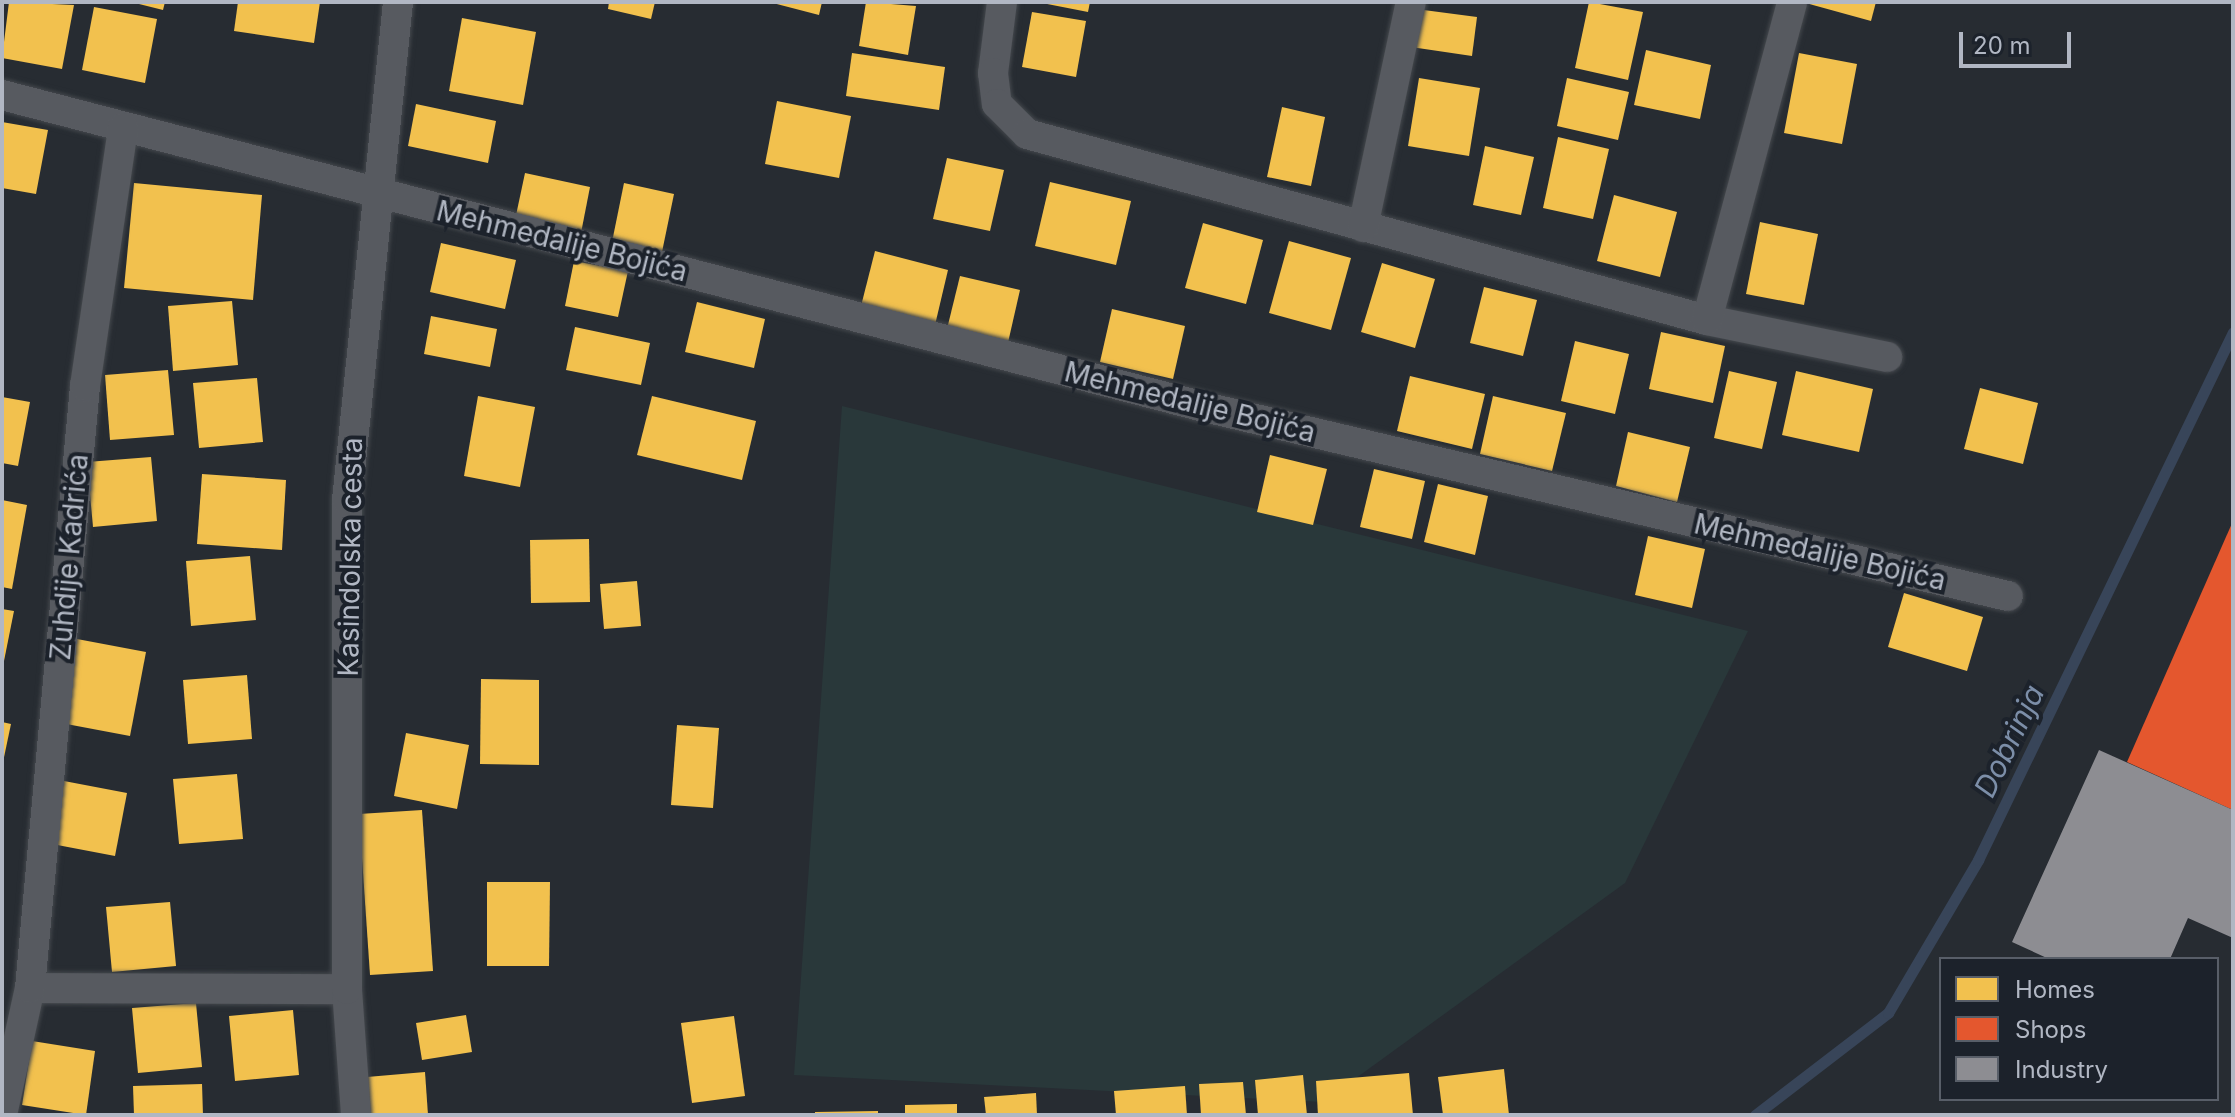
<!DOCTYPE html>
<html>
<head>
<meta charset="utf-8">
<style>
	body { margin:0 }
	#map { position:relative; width:2235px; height:1117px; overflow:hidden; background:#272c32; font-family:Inter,sans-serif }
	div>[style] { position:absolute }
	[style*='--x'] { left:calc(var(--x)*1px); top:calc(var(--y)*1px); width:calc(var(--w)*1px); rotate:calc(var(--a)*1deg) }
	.green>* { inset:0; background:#29383a }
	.homes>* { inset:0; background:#f2c14e }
	.shops>* { inset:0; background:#e4572e }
	.industry>* { inset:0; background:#8d8d92 }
	.stream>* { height:11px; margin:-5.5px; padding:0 5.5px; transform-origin:5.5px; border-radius:5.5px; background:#384559 }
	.roads { filter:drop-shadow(0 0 2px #44484d) drop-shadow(0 0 2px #44484d) }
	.street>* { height:30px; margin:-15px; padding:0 15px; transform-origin:15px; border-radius:15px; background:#575a60 }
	span { translate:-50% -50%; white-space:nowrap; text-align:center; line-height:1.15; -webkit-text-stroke:8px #1c222b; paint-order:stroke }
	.street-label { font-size:28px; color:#b1b7c3 }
	.water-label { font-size:30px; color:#7c8ea8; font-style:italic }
	.frame { position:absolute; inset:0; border:4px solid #b1b7c3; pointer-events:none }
	.legend { position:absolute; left:1939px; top:957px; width:280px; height:144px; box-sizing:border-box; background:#1c222b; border:2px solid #585e68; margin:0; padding:10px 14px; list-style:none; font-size:24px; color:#b1b7c3 }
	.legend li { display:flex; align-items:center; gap:16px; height:40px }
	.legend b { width:40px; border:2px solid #585e68 }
	.scale { position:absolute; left:1959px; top:32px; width:112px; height:36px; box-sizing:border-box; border:4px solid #b1b7c3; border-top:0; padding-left:10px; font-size:24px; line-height:28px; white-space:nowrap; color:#b1b7c3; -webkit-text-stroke:6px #1c222b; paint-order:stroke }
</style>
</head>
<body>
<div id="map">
	<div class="green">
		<i style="clip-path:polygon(842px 406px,1748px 631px,1625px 883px,1323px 1102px,794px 1075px)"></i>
	</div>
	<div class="homes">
		<i style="clip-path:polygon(9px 2px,74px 5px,62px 69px,2px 58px)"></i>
		<i style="clip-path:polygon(131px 2px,165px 2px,163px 10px)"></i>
		<i style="clip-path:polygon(238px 2px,320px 2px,314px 43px,234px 31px)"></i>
		<i style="clip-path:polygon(609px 2px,655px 2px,651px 19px,608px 9px)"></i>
		<i style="clip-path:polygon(769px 2px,822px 2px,819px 15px)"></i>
		<i style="clip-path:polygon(866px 2px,916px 6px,908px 55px,859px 46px)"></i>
		<i style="clip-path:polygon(1037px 2px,1090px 2px,1088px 12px)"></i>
		<i style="clip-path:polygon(1589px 2px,1643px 12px,1628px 80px,1575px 68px)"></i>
		<i style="clip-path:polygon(1802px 2px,1876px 2px,1871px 21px)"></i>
		<i style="clip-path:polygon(94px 7px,157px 19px,145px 83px,82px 70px)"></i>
		<i style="clip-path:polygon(1416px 9px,1477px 17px,1472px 56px,1411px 47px)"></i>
		<i style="clip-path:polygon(1032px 12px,1086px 21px,1076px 77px,1022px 67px)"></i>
		<i style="clip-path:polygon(462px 18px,536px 32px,523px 105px,449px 91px)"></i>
		<i style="clip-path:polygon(1646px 50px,1711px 65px,1700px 119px,1634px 105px)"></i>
		<i style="clip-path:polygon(852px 53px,945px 67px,939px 110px,846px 96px)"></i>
		<i style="clip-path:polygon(1799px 53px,1857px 64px,1842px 144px,1784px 133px)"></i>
		<i style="clip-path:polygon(1419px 78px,1480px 88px,1469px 156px,1408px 146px)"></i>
		<i style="clip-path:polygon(1567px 78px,1629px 92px,1618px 140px,1557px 126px)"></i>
		<i style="clip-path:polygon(777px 101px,851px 116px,839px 178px,765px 164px)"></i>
		<i style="clip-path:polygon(416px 104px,496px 121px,488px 163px,408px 146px)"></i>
		<i style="clip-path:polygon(1282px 107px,1325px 117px,1311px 186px,1267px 177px)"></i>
		<i style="clip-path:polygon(2px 122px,48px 130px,36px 194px,2px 188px)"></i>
		<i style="clip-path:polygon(1558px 137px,1609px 149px,1593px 219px,1543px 208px)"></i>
		<i style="clip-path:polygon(1485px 146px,1534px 157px,1521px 215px,1473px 205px)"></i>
		<i style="clip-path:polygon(947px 158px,1004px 170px,990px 231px,933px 219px)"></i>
		<i style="clip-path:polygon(525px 173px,590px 187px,581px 233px,515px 220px)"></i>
		<i style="clip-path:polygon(1050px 182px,1131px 201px,1116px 265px,1035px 246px)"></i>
		<i style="clip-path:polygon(134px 183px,262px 195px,253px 300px,124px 288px)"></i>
		<i style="clip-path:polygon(624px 183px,674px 194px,662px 252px,612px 242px)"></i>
		<i style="clip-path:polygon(1614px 195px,1677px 212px,1660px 277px,1597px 261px)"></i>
		<i style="clip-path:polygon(1760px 222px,1818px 234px,1804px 305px,1746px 294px)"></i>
		<i style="clip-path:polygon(1203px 223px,1263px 240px,1246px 304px,1185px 288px)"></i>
		<i style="clip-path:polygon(1289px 241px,1351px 258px,1331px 330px,1269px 313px)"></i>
		<i style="clip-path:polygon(441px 243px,516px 260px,505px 309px,430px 292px)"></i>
		<i style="clip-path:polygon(875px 251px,948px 270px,935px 325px,861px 306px)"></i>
		<i style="clip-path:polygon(574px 261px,628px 271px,618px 317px,565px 306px)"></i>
		<i style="clip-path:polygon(1382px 263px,1435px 279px,1415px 348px,1361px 332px)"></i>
		<i style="clip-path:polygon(960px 276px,1020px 290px,1007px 347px,946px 333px)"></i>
		<i style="clip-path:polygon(1484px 287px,1537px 300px,1523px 356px,1470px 343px)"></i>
		<i style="clip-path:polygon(232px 301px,238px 365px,173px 371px,168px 306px)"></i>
		<i style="clip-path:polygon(697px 302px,765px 319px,754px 368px,685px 352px)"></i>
		<i style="clip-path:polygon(1112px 309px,1185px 326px,1173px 379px,1100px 362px)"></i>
		<i style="clip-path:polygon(431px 316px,497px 329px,490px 367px,424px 354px)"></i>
		<i style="clip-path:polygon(575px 327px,650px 343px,641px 385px,566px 370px)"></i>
		<i style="clip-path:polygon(1661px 332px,1725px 346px,1713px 403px,1649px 389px)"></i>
		<i style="clip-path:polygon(1575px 341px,1629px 354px,1615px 414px,1561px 401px)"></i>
		<i style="clip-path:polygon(168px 370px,174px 435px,110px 440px,105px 375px)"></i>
		<i style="clip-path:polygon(1729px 371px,1777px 382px,1762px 449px,1714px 438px)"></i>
		<i style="clip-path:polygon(1796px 371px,1873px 389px,1859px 452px,1782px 435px)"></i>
		<i style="clip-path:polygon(1410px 376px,1485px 394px,1472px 449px,1397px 431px)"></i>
		<i style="clip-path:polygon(257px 378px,263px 442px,199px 448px,193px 383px)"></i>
		<i style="clip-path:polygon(1980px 388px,2038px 403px,2023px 464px,1964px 449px)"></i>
		<i style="clip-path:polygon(478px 396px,535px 407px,520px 487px,464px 476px)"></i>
		<i style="clip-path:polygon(652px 396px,756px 421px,742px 480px,637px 455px)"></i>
		<i style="clip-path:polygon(1493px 396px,1566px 413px,1552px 471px,1480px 454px)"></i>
		<i style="clip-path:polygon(2px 397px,30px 402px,18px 466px,2px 463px)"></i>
		<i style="clip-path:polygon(1628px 432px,1690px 447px,1677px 502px,1616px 486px)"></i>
		<i style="clip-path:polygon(1270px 455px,1327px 469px,1313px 525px,1257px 512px)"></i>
		<i style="clip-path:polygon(151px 457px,157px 521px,93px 527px,87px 462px)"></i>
		<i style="clip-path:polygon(1374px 469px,1425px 481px,1412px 539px,1360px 527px)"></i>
		<i style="clip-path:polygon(202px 474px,286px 480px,282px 550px,197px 544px)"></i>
		<i style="clip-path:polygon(1438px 484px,1488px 496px,1475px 555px,1424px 542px)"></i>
		<i style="clip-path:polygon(2px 500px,27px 505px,12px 589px,2px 587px)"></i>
		<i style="clip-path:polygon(1648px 536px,1705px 549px,1692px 608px,1635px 595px)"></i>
		<i style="clip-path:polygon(589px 539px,590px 602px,531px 603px,530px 540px)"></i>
		<i style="clip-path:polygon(250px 556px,256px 620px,191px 626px,186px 561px)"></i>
		<i style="clip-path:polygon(637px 581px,641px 626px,604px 629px,600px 584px)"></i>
		<i style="clip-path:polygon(1904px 593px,1983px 617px,1967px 671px,1888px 647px)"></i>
		<i style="clip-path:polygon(2px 609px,14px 611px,3px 666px,2px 666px)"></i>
		<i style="clip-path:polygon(77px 639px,146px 652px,130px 736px,61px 723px)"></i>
		<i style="clip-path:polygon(247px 675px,252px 739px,188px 744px,183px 680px)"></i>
		<i style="clip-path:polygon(481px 679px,539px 680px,539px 765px,480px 764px)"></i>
		<i style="clip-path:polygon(2px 722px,11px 724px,3px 762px,2px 761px)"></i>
		<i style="clip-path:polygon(677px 725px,719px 728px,713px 808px,671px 805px)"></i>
		<i style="clip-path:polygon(406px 733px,469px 745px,457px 809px,394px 796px)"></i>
		<i style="clip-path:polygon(237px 774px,243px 839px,179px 844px,173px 779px)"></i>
		<i style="clip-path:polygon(64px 781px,127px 793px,115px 856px,52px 844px)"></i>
		<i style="clip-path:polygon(422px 810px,433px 971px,370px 975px,359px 814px)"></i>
		<i style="clip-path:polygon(487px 882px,550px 882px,549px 966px,487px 966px)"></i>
		<i style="clip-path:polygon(170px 902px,176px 966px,112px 972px,106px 907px)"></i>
		<i style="clip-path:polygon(196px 1003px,202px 1067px,138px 1073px,132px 1008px)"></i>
		<i style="clip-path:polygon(293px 1010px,299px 1075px,235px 1081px,229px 1016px)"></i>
		<i style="clip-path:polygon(466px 1015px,472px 1052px,422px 1060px,416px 1023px)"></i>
		<i style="clip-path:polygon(734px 1016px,745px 1096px,692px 1103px,681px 1023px)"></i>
		<i style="clip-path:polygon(32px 1041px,95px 1051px,86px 1115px,22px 1105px)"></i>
		<i style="clip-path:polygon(1504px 1069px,1509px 1115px,1443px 1115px,1438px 1077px)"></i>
		<i style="clip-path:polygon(425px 1072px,428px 1115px,370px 1115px,367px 1077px)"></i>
		<i style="clip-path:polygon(1409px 1073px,1413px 1115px,1318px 1115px,1316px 1081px)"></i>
		<i style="clip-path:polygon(1303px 1075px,1307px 1115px,1258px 1115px,1255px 1080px)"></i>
		<i style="clip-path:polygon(1243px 1082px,1246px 1115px,1201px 1115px,1199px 1084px)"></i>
		<i style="clip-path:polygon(202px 1084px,203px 1115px,134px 1115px,133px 1086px)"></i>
		<i style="clip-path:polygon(1185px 1086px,1187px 1115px,1116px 1115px,1114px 1091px)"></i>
		<i style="clip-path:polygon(1036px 1093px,1037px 1115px,986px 1115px,984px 1097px)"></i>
		<i style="clip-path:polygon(957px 1104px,957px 1115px,905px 1115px,905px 1105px)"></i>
		<i style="clip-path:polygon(878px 1111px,878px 1115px,815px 1115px,815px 1112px)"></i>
	</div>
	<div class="shops">
		<i style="clip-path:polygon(2233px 521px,2233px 810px,2127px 762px)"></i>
	</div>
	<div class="industry">
		<i style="clip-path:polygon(2099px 750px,2233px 810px,2233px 938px,2188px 918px,2170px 959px,2049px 959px,2012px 942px)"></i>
	</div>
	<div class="stream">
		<i style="--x:1755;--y:1115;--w:168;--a:-37.5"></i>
		<i style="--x:1888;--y:1013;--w:178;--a:-59.5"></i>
		<i style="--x:1978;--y:860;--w:586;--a:-64.22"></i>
	</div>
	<div class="roads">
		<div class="street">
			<i style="--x:1002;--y:2;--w:72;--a:97.2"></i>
			<i style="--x:993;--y:73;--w:31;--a:83"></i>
			<i style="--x:997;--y:104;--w:42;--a:45"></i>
			<i style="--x:1027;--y:134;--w:705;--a:15.3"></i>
			<i style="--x:1707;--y:320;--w:184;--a:11.6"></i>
			<i style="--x:2;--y:95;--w:1234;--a:14.55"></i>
			<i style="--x:1196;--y:405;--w:834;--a:13.24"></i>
			<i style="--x:1363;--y:227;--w:230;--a:-78"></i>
			<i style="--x:1707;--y:320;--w:329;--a:-75"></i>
			<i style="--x:30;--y:988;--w:317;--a:0.2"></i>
			<i style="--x:2;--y:1115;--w:130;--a:-77.6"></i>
			<i style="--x:30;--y:988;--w:605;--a:-84.78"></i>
			<i style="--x:85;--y:386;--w:261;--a:-81.6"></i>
			<i style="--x:356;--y:1115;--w:126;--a:-94.1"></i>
			<i style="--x:347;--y:989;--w:489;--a:-90"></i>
			<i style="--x:347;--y:500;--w:501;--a:-84.15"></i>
		</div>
	</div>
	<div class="street-label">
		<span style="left:562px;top:241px;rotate:14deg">Mehmedalije Bojića</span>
		<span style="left:1190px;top:402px;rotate:14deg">Mehmedalije Bojića</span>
		<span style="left:1820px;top:552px;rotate:13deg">Mehmedalije Bojića</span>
		<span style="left:69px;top:557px;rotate:-85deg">Zuhdije Kadrića</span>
		<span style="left:350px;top:557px;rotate:-89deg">Kasindolska cesta</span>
	</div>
	<div class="water-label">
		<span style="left:2009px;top:741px;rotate:-64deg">Dobrinja</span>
	</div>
	<div class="frame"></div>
	<ul class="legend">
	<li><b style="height:22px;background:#f2c14e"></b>Homes</li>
	<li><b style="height:22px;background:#e4572e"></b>Shops</li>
	<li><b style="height:22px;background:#8d8d92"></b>Industry</li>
	</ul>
	<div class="scale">20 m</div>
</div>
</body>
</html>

----

Pictures are to be left out, and the lines from the beginning of the records through the line with "filter:drop-shadow(0 0 2px" are to be printed exactly, with nothing added.

<!DOCTYPE html>
<html>
<head>
<meta charset="utf-8">
<style>
	body { margin:0 }
	#map { position:relative; width:2235px; height:1117px; overflow:hidden; background:#272c32; font-family:Inter,sans-serif }
	div>[style] { position:absolute }
	[style*='--x'] { left:calc(var(--x)*1px); top:calc(var(--y)*1px); width:calc(var(--w)*1px); rotate:calc(var(--a)*1deg) }
	.green>* { inset:0; background:#29383a }
	.homes>* { inset:0; background:#f2c14e }
	.shops>* { inset:0; background:#e4572e }
	.industry>* { inset:0; background:#8d8d92 }
	.stream>* { height:11px; margin:-5.5px; padding:0 5.5px; transform-origin:5.5px; border-radius:5.5px; background:#384559 }
	.roads { filter:drop-shadow(0 0 2px #44484d) drop-shadow(0 0 2px #44484d) }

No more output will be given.